▶ **Requirement**
When you reach the line in the data below that contains "middle dip: (748, 792)", please start repeating lines exactly, and stop after the line that contains "middle mcp: (1483, 750)", repeating nothing else.

Data for review below:

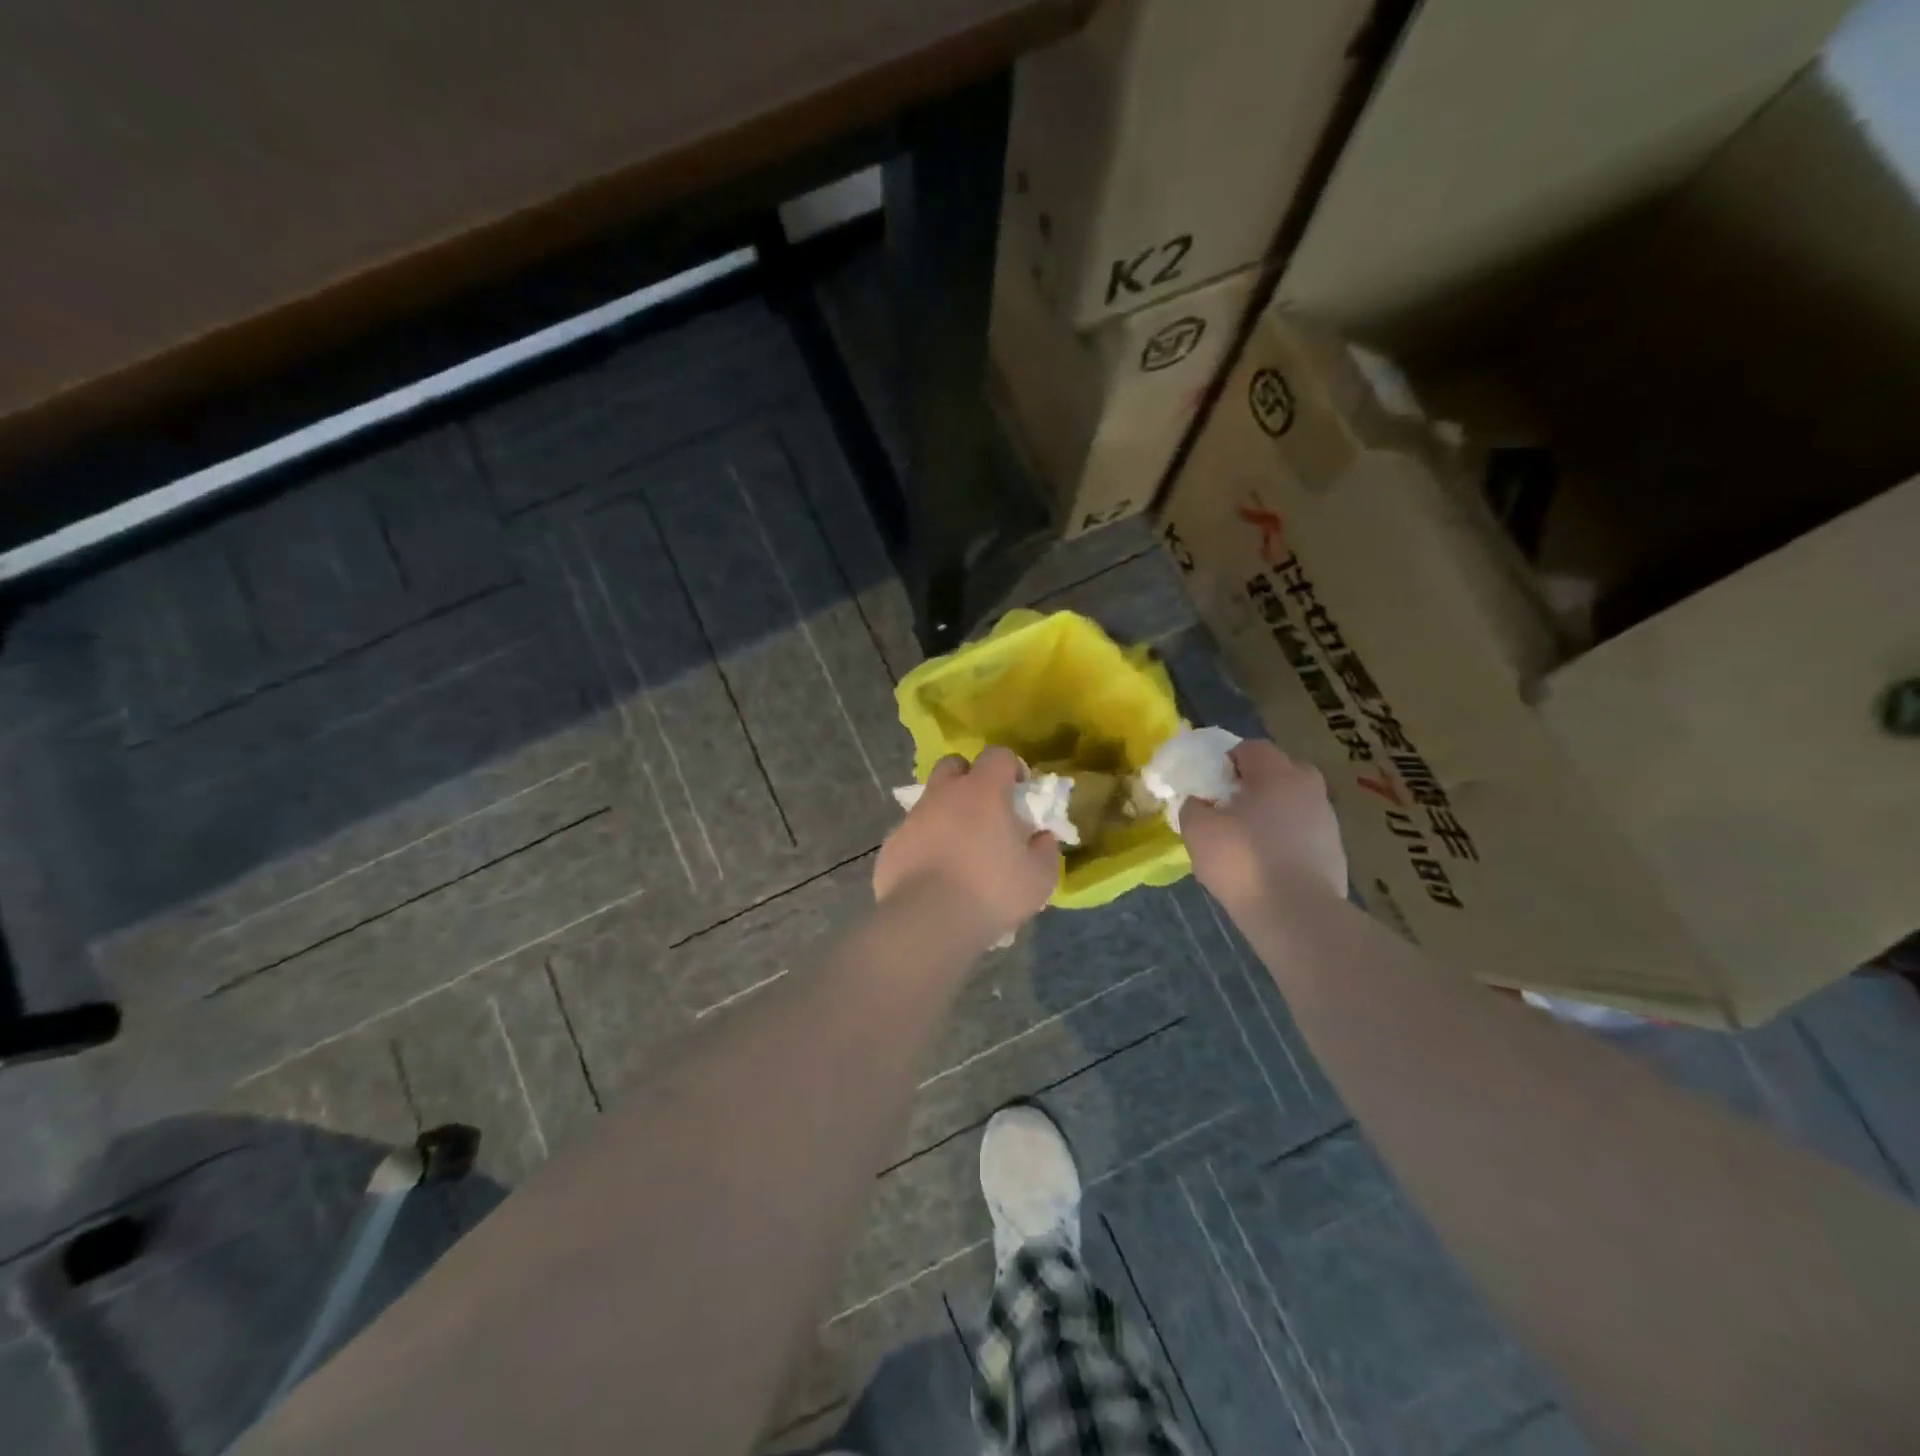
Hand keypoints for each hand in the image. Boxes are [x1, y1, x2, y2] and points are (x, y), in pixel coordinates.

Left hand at [875, 747, 1060, 943]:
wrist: (927, 922)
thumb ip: (1046, 849)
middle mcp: (944, 794)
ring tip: (959, 850)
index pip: (998, 755)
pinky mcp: (891, 844)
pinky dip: (924, 843)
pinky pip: (912, 832)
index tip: (1019, 795)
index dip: (1011, 769)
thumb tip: (1043, 837)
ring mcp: (913, 817)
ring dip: (946, 813)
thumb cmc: (991, 893)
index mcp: (983, 791)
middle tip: (985, 813)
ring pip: (930, 799)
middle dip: (970, 779)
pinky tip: (933, 874)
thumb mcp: (1039, 878)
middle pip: (954, 765)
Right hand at [1182, 740, 1347, 909]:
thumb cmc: (1242, 861)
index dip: (1227, 761)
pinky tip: (1268, 865)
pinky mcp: (1335, 852)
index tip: (1211, 786)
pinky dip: (1287, 840)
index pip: (1251, 748)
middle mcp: (1309, 788)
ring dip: (1273, 813)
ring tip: (1248, 841)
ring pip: (1294, 803)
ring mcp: (1328, 821)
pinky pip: (1304, 833)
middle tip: (1231, 808)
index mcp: (1277, 774)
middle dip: (1256, 784)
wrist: (1296, 915)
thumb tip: (1200, 802)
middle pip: (1280, 772)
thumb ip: (1193, 807)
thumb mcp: (1198, 830)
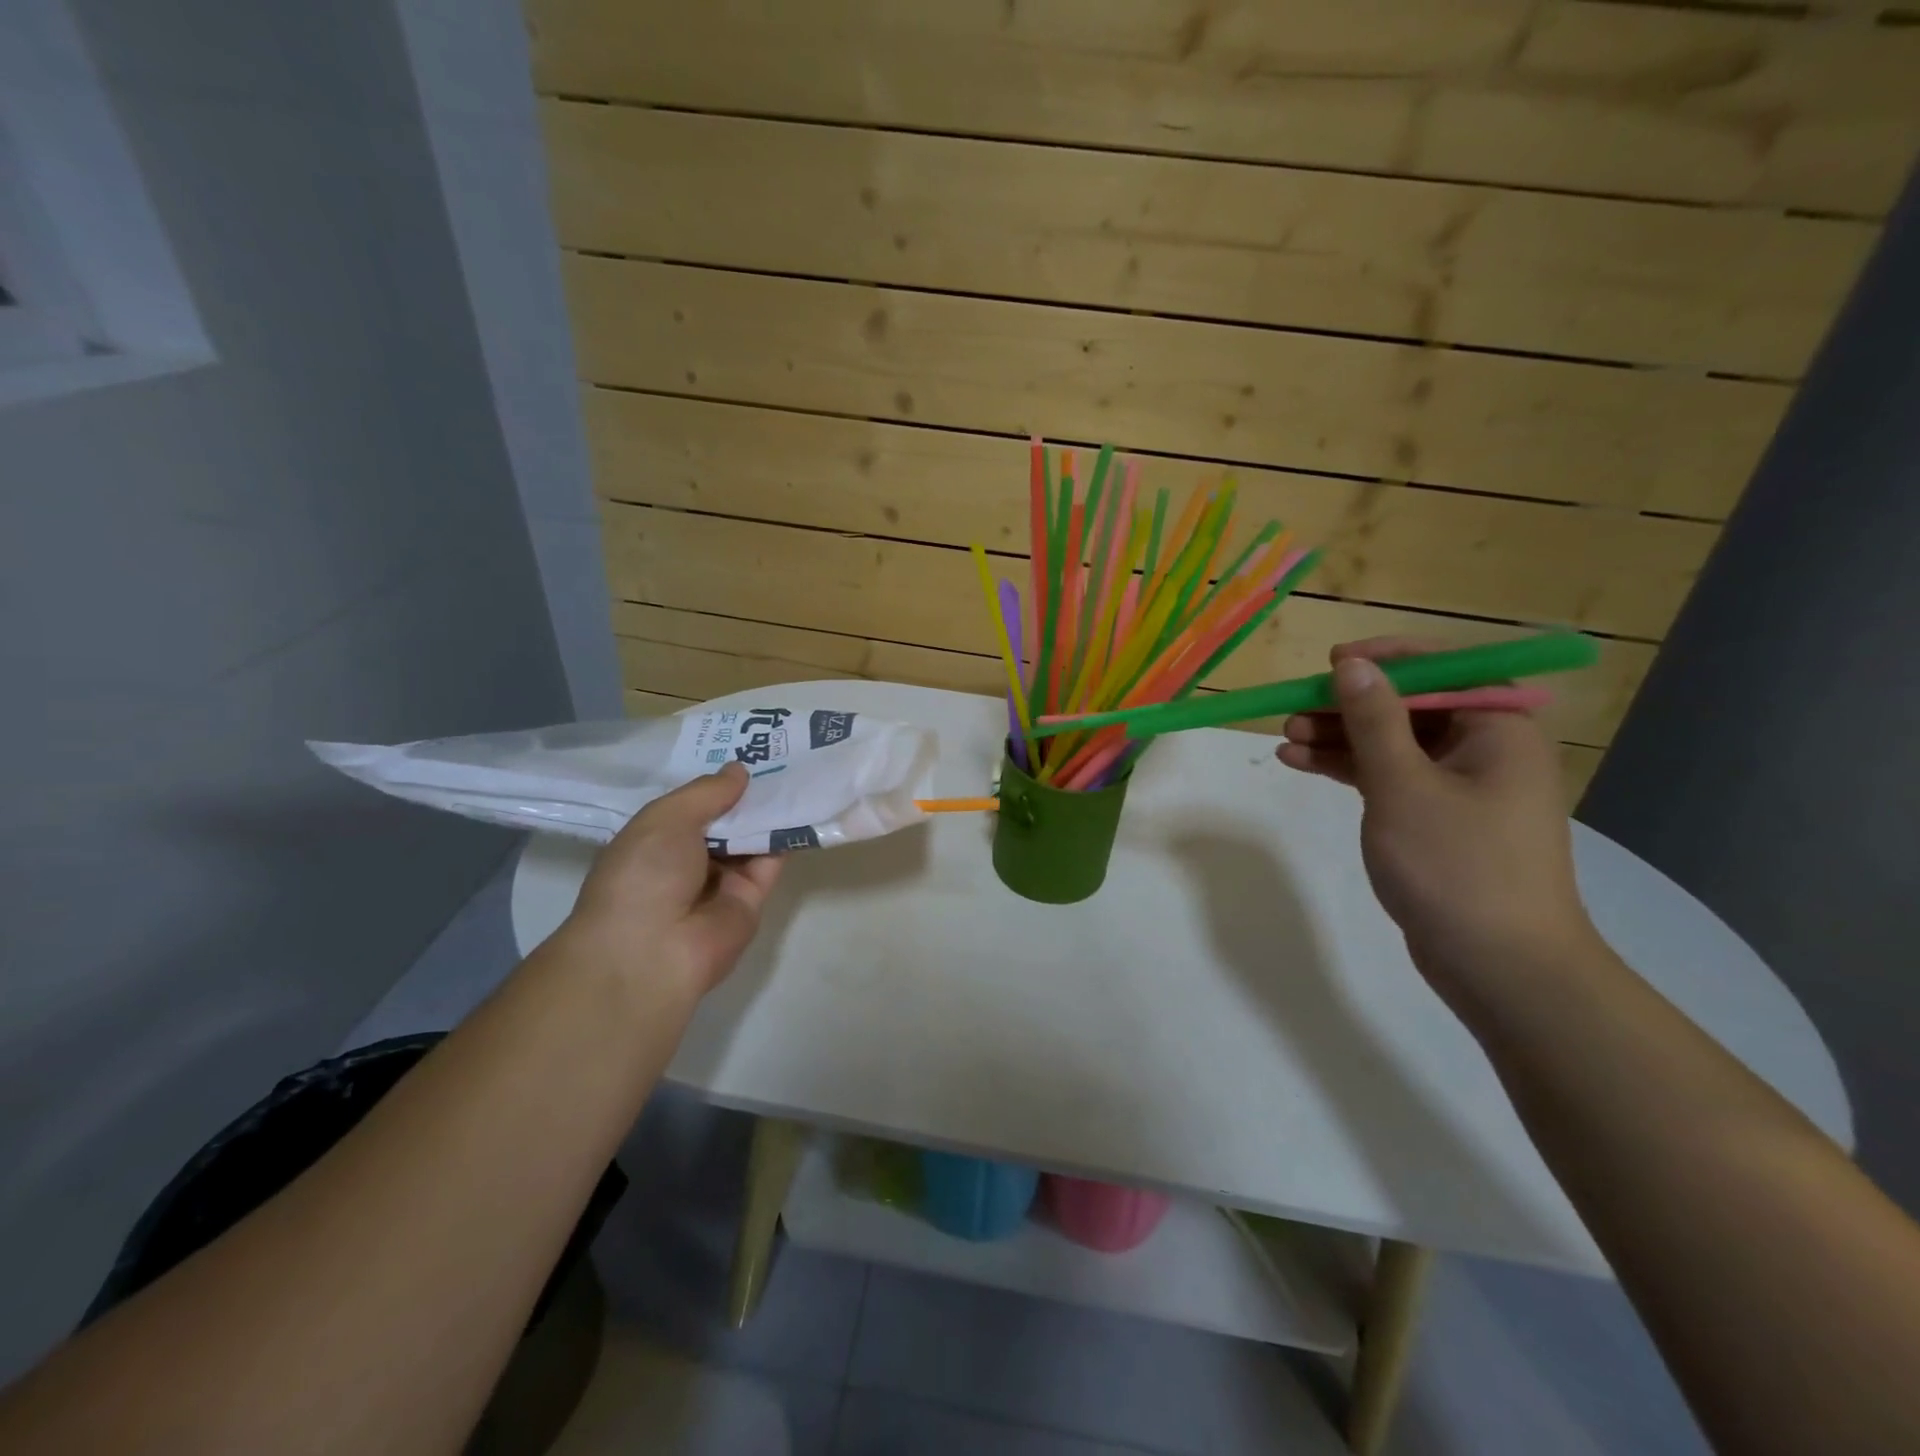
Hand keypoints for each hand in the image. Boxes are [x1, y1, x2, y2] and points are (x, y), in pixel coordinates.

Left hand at [563, 762, 783, 997]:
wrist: (652, 950)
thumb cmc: (644, 874)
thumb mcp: (666, 818)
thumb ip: (707, 792)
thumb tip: (739, 770)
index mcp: (656, 840)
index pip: (692, 805)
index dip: (716, 782)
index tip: (744, 749)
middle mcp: (688, 860)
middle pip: (726, 820)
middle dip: (748, 792)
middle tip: (783, 753)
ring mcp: (721, 882)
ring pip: (751, 838)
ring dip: (771, 810)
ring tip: (801, 769)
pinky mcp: (751, 900)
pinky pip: (771, 862)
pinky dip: (787, 837)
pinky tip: (805, 805)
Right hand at [1276, 638, 1596, 994]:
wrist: (1500, 966)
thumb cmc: (1456, 865)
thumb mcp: (1404, 785)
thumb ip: (1374, 720)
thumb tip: (1352, 665)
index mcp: (1497, 729)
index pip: (1443, 670)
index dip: (1385, 660)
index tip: (1331, 664)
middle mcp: (1483, 750)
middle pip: (1408, 707)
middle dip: (1348, 706)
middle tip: (1294, 712)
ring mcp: (1459, 787)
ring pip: (1391, 744)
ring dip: (1339, 739)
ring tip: (1285, 740)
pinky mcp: (1436, 820)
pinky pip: (1388, 777)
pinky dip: (1348, 770)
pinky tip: (1302, 765)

End of Data for review.

▶ **Solved exercise**
middle dip: (748, 792)
middle tip: (783, 753)
ring mcp: (721, 882)
ring pip: (751, 838)
ring dip: (771, 810)
ring tip: (801, 769)
pinky mcp: (751, 900)
pinky pip: (771, 862)
pinky dip: (787, 837)
pinky tip: (805, 805)
Right hand at [1276, 638, 1596, 994]:
wrist: (1500, 966)
thumb cmc: (1456, 865)
thumb mcp: (1404, 785)
thumb ip: (1374, 720)
thumb tip: (1352, 665)
index mcp: (1497, 729)
index pip: (1443, 670)
index dip: (1385, 660)
index tip: (1331, 664)
middle mcp: (1483, 750)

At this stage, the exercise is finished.